## AVAILABLE DATA
....
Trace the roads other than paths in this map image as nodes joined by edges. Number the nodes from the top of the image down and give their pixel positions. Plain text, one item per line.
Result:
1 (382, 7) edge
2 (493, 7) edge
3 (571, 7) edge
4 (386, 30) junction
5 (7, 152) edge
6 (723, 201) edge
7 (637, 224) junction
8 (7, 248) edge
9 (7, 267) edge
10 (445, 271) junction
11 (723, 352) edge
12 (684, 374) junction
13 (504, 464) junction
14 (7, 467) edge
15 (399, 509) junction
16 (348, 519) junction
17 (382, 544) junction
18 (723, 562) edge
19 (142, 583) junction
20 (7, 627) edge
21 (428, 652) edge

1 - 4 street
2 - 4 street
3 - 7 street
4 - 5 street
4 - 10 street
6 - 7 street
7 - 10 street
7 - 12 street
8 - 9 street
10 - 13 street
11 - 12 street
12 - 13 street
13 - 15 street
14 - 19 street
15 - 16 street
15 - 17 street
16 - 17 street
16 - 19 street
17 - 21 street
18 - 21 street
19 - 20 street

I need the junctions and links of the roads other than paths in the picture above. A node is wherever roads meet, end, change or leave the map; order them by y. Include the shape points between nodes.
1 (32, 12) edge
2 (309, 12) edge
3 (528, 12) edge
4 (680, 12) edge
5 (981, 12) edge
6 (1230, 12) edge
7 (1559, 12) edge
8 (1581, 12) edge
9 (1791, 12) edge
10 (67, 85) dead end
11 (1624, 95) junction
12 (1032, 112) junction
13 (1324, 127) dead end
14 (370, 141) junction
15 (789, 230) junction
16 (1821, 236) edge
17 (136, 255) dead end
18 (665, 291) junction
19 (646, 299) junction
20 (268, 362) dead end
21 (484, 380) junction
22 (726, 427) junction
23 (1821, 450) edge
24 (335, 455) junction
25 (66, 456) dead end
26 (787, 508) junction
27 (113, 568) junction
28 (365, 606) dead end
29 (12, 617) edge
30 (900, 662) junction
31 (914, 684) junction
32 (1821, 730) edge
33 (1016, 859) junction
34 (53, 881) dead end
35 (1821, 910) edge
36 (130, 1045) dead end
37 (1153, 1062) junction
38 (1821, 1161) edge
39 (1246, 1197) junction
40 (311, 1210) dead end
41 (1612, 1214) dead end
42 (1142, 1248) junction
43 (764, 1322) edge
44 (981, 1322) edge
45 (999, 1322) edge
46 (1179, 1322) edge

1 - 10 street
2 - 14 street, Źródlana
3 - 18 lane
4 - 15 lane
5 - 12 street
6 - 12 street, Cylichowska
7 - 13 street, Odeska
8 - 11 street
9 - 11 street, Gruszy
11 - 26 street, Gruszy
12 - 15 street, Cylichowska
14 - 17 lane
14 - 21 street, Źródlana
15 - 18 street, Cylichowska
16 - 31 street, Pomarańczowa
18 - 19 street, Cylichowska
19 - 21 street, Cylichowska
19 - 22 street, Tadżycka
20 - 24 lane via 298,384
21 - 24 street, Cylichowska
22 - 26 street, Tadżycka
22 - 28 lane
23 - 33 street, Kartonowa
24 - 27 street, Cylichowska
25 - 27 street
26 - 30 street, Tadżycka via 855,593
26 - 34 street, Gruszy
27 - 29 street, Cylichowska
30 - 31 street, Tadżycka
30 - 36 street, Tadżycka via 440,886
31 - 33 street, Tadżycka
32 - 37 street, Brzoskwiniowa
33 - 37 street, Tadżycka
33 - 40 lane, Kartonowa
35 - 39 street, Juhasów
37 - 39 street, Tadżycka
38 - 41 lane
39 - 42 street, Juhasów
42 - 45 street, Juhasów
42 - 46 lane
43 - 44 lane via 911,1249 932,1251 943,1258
....
## TASK GOAL
Reproduce all lines from the records above that include the word "other".

## WRITTEN REPLY
Trace the roads other than paths in this map image as nodes joined by edges. Number the nodes from the top of the image down and give their pixel positions. Plain text, one item per line.
I need the junctions and links of the roads other than paths in the picture above. A node is wherever roads meet, end, change or leave the map; order them by y. Include the shape points between nodes.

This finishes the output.